Sim, “votos soltos” porque os amarrados, neste momento, estão com Renan Calheiros e Arthur Lira. Todos os prefeitos alagoanos tiveram apoio deles, ou em separado ou de ambos no mesmo palanque. Além do que, o prefeito de um quer dar o segundo voto ao Senado no outro. É o sonho de consumo para garantir emendas com aquele Congresso anabolizado de poder que temos em Brasília.
Mas como o seguro morreu de velho, já foi noticiado que os Calheiros começaram a investir no segundo voto ao Senado. Para mim, um claro aceno a JHC que, neste momento, parece não se empolgar com isso.
O hiperfoco de JHC agora é a tia no STJ. Pela lógica do jogo do poder em Alagoas, ter um nome numa corte superior é um impulso gigantesco. Nem redbull dá tanta asa assim. JHC, além de votos seus, de opinião mesmo, comanda a Prefeitura de Maceió; tem emissora de rádio e um canal de TV local; tem a mãe no Senado. O que falta? Uma toga e, no caso, não seria uma qualquer, mas uma no STJ.
Além disso, JHC não tem só o Alfredo Gaspar para fazer frente aos “grandões” de Alagoas. Neste momento, nada impede haver aproximação com Davi Davino Filho, que tem muito voto em Maceió, fruto da ONG de sua família, a “FunBrasil”.

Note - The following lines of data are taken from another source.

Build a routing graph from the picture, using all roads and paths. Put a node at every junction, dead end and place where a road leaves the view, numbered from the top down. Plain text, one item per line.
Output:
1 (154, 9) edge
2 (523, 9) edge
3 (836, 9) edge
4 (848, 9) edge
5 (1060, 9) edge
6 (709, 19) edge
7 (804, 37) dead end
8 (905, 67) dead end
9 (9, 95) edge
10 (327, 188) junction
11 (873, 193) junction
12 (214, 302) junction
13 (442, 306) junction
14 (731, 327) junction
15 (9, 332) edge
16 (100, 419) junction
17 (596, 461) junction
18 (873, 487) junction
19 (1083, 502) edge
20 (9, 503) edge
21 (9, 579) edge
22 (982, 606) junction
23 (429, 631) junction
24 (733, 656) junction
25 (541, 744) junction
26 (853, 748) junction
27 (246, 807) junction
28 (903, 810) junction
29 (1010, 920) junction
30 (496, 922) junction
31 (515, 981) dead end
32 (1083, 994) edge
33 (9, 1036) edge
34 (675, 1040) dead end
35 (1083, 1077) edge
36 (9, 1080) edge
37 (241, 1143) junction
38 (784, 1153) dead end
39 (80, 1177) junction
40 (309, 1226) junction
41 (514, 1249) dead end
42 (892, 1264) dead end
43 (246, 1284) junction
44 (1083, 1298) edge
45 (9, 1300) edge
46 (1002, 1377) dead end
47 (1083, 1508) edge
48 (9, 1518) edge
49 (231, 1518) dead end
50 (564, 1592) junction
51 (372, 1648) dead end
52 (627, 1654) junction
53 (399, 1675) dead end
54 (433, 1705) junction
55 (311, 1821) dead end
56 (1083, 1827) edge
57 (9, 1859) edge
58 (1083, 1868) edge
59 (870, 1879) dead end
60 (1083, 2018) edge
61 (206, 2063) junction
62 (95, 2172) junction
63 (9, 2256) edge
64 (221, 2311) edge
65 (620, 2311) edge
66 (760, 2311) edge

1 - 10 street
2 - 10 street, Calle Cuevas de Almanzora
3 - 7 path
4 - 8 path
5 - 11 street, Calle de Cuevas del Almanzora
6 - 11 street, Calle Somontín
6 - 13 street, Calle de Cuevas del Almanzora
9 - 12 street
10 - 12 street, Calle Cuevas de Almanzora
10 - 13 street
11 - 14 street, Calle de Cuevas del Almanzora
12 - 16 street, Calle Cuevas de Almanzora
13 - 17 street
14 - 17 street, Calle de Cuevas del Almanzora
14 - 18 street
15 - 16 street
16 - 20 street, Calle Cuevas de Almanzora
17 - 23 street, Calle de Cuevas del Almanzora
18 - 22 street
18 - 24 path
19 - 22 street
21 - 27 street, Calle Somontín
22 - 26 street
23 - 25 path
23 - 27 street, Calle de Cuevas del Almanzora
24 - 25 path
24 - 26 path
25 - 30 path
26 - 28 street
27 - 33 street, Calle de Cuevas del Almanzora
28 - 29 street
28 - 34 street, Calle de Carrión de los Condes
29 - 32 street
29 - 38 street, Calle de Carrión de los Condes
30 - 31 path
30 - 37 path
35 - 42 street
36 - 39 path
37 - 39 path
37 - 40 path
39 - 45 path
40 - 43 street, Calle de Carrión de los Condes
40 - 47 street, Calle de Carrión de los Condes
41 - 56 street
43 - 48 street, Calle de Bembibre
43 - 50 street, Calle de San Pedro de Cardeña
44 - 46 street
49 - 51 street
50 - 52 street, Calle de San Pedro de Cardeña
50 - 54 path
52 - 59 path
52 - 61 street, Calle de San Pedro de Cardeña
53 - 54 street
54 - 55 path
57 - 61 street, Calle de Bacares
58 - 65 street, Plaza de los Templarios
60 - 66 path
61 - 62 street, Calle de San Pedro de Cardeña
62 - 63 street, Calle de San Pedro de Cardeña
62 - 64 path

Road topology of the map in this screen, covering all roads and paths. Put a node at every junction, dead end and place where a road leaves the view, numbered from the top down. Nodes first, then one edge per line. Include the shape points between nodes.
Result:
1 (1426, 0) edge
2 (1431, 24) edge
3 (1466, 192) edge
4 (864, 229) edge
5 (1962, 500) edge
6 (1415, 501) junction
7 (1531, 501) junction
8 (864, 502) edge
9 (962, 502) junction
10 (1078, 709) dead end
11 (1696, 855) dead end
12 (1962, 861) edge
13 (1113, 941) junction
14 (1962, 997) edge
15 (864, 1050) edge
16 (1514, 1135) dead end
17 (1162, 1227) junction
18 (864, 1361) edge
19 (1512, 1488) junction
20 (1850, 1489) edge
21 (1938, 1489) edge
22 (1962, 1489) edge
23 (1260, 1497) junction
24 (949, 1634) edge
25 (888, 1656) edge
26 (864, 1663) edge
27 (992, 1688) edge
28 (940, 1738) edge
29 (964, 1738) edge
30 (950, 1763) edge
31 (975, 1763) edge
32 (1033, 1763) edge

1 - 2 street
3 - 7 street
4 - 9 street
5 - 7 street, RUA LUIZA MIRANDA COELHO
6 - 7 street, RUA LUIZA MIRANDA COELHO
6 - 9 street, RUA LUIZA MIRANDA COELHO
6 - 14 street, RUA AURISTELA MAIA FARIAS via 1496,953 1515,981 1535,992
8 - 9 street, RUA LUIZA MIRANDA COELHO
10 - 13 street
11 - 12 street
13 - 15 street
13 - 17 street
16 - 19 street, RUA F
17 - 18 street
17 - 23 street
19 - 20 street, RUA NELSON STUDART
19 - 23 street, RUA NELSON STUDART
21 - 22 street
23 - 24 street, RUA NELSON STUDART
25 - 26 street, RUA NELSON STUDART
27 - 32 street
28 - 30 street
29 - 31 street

Mesmo assim, não vejo JHC com essa força toda para peitar os Calheiros e os Lira agora. Aliás, ele é quem teria mais a perder. Se se lançar em 2026 e não eleger, seja ao Senado ou ao Governo do Estado, fica sem nada e, em boa medida, à mercê de Rodrigo Cunha, que assumiria a Prefeitura de Maceió. Sua mãe, Eudócia Caldas, não parece ter força para ser reeleita. Aliás, o prefeito de Maceió demonstrou nas eleições de 2024 só ter votos na capital. JHC e o PL não elegeram nada fora de Maceió.
JHC até pode optar terminar seu mandato como prefeito, o que avalio como improvável. Se ele ficar dois anos sem mandato, é grande o risco de morrer politicamente. Mas como em política até boi pode voar, essas movimentações de agora podem fazer o cenário político alagoano passar a ter três campos eleitorais.
Mas já pensaram se o vento muda a nuvem de lugar e os Calheiros e os Lira resolvem por se unirem, atendendo ao pleito de seus prefeitos, mesmo que de forma “branca”? Quem segura?